Following this scene, Casanova is shown having intercourse with a Nun from the local church, showing an example of grotesque realism. As Nun’s are supposed to be celibate, by Casanova tainting the Nun by this act he is ultimately degrading and overpowering an authoritative institution; the church. Grotesque realism is a genre that brings down to earth anything ineffable or authoritarian, as Vice (1997) states and that is exactly what Casanova attempts to do by taking advantage of the Nun – as the Nun breaks her vow of celibacy for the sake of a liaison with Casanova, she has tarnished what herself and the Church stand for.

Moving on from this point, it is apparent that throughout the movie the theme of religion is key, as many characters within the movie make many references to the Church, the Pope and the Vatican; it clearly shows that religion is an extremely important aspect within Venetian culture, and many graphic references to old Churches and other religion related mise-en-scene reinforce this.

In The Talented Mr Ripley I mentioned how Venice was used to conceal Ripley’s identity and, again, Venice is used as a metaphorical mask in Casanova. In order for Casanova to woo his next conquest he realises that he must adapt a different identity and this is precisely what he does. By adopting another individual’s identity, the habitus of Venice is used to protect him as everything that happens takes place within Venice. Also, at the Carnevale ball masquerade masks are used to conceal his identity further; at this point he is using a physical and metaphorical mask to conceal his identity and also reiterates a key point that all three representations I have analysed have all dealt with the theme of identity.

Developing the concept of identity, at the end of the film when one individual is questioned about why they won’t leave Venice, they turn around and say “I’m Venetian”. This is intriguing as I have never fully considered what the inhabitants of Venice class themselves as – whether Venetian or Italian. This statement makes reference to what I have mentioned about Venice being situated alone and separate from mainland Italy. Seeing as Venice is a separate component of Italy, perhaps the culture of Venice is different and separate from the culture of Italy; an individual culture. Also, it appears that being Venetian is also an intense connection which prevents inhabitants to leave Venice easily; they feel attached the habitus of the city.

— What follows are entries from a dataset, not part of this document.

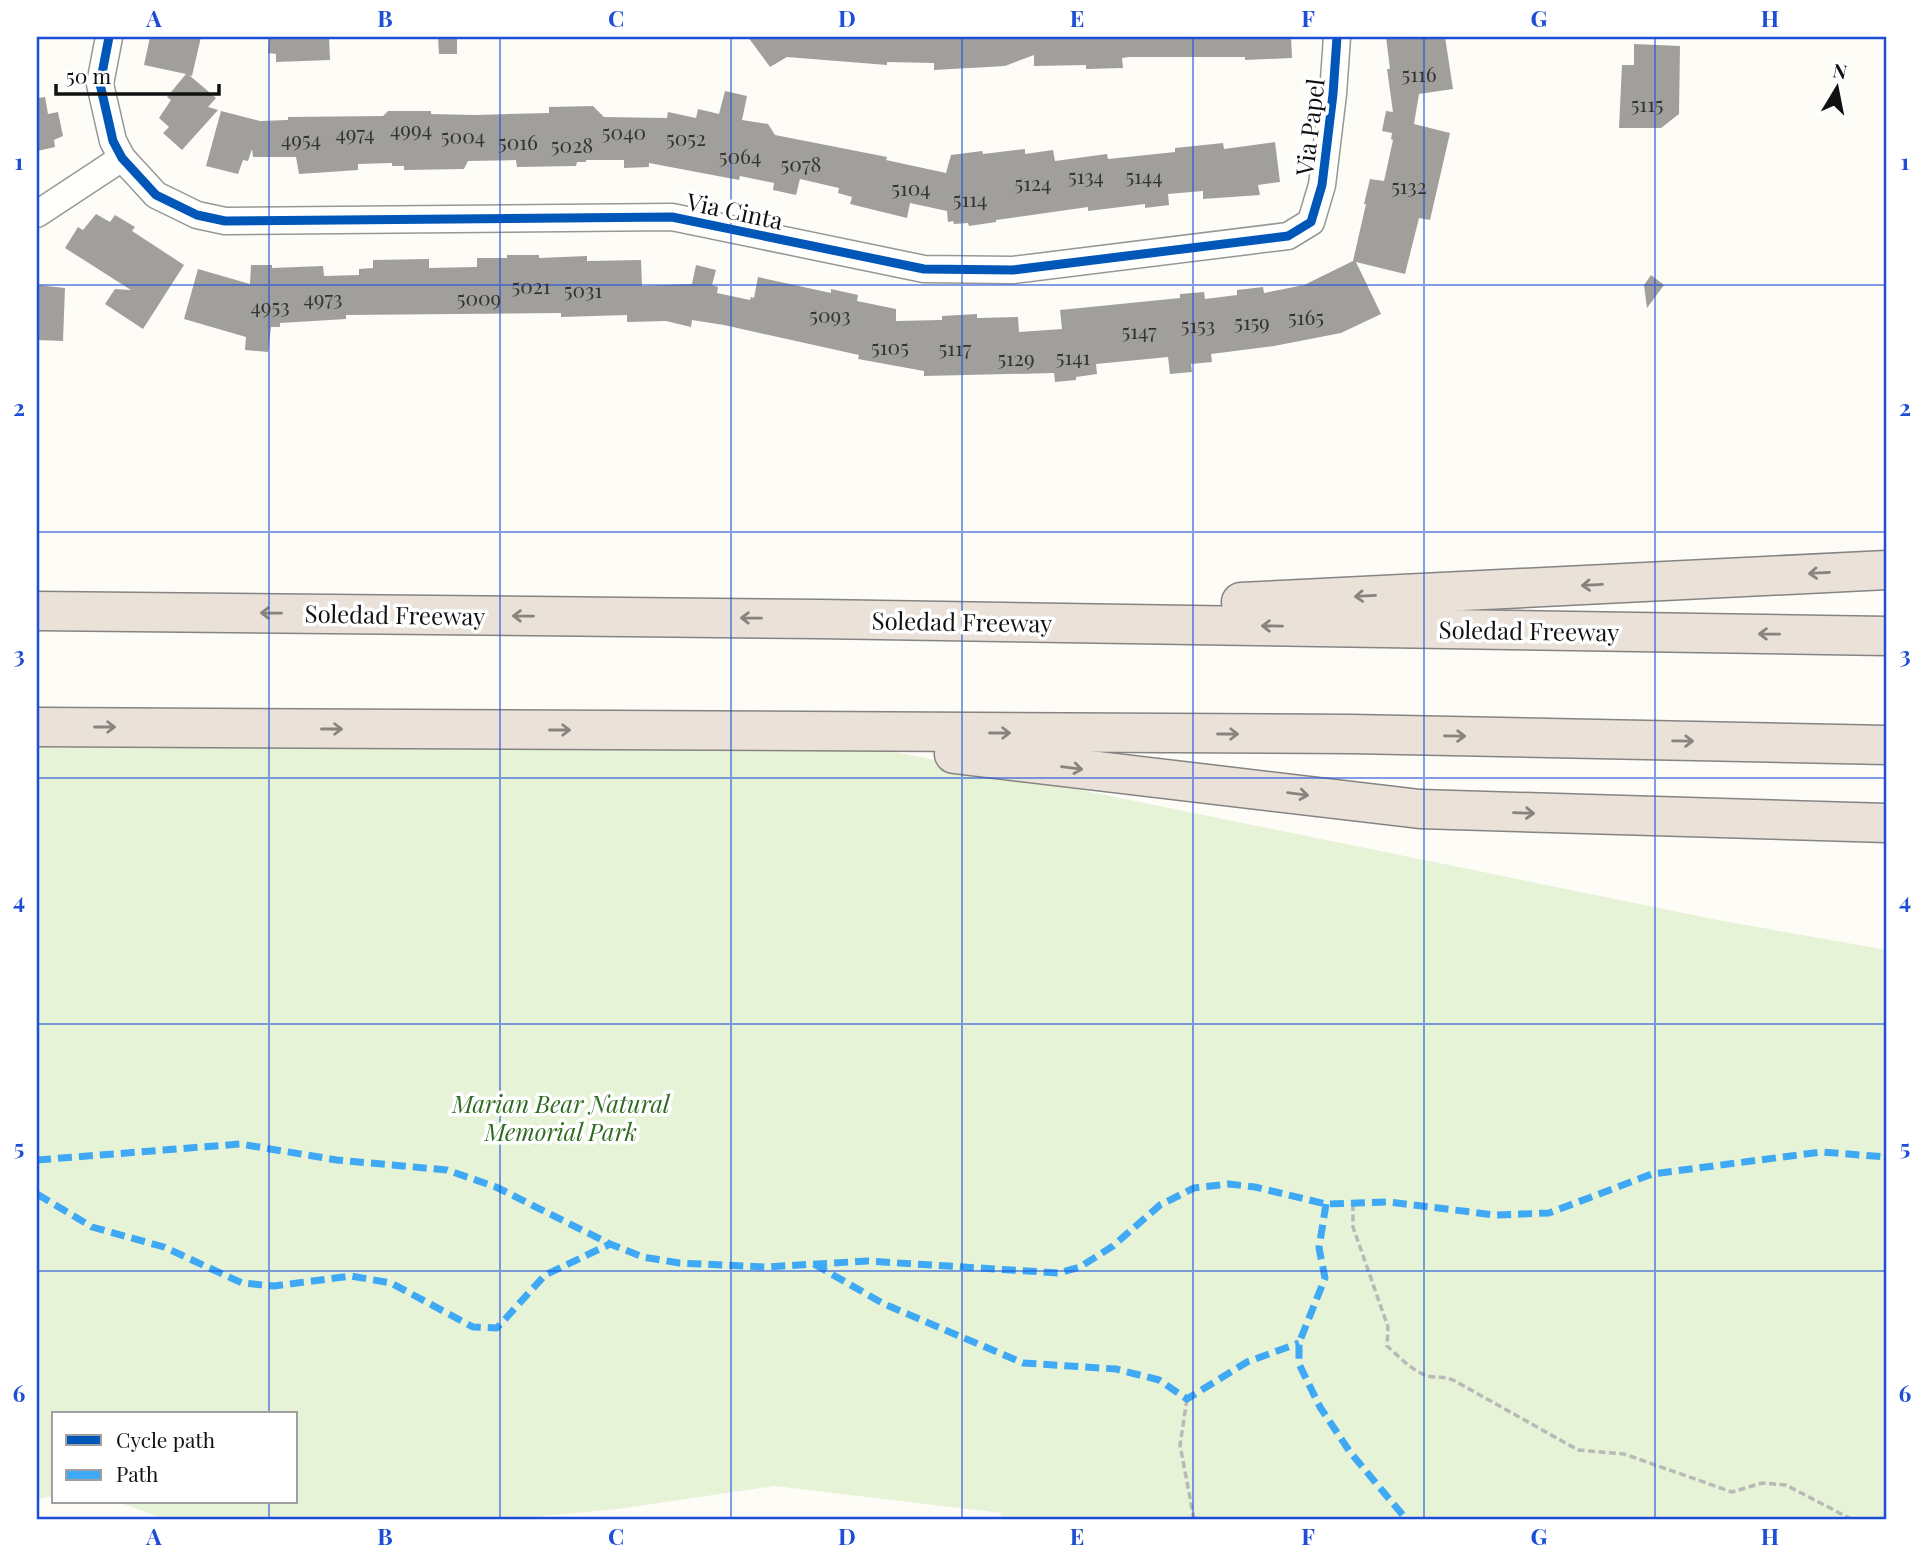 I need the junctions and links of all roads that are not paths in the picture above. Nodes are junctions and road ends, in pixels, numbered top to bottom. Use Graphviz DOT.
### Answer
graph roads {
  1 [pos="109,37"];
  2 [pos="1337,37"];
  3 [pos="122,158"];
  4 [pos="37,214"];
  5 [pos="1311,222"];
  6 [pos="1887,570"];
  7 [pos="37,611"];
  8 [pos="819,619"];
  9 [pos="1879,636"];
  10 [pos="37,727"];
  11 [pos="761,732"];
  12 [pos="1887,745"];
  13 [pos="1748,820"];
  14 [pos="1887,824"];
  15 [pos="1887,836"];
  1 -- 3 [label="street"];
  2 -- 5 [label="street, Via Papel"];
  3 -- 4 [label="street"];
  3 -- 5 [label="street, Via Cinta"];
  6 -- 8 [label="highway, one-way"];
  8 -- 7 [label="highway, Soledad Freeway, one-way"];
  9 -- 8 [label="highway, Soledad Freeway, one-way"];
  10 -- 11 [label="highway, one-way"];
  11 -- 12 [label="highway, one-way"];
  11 -- 13 [label="highway, one-way"];
  13 -- 14 [label="highway"];
  13 -- 15 [label="highway"];
}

This representation was definitely my favourite to watch and analyse and I felt that I had the chance to consolidate what I had already learnt throughout the research project. For example, I was able to consolidate the concept of carnivalesque and contextualise its definition within this representation. The next stage is to now compare and contrast the representations that I have analysed against representations that other members of my group have analysed. Also, I fly to Venice in two weeks time which means that I will be able to experience Venice for myself and will be able to make my own comparisons between the way it is represented in popular media forms and how Venice really is when directly experienced.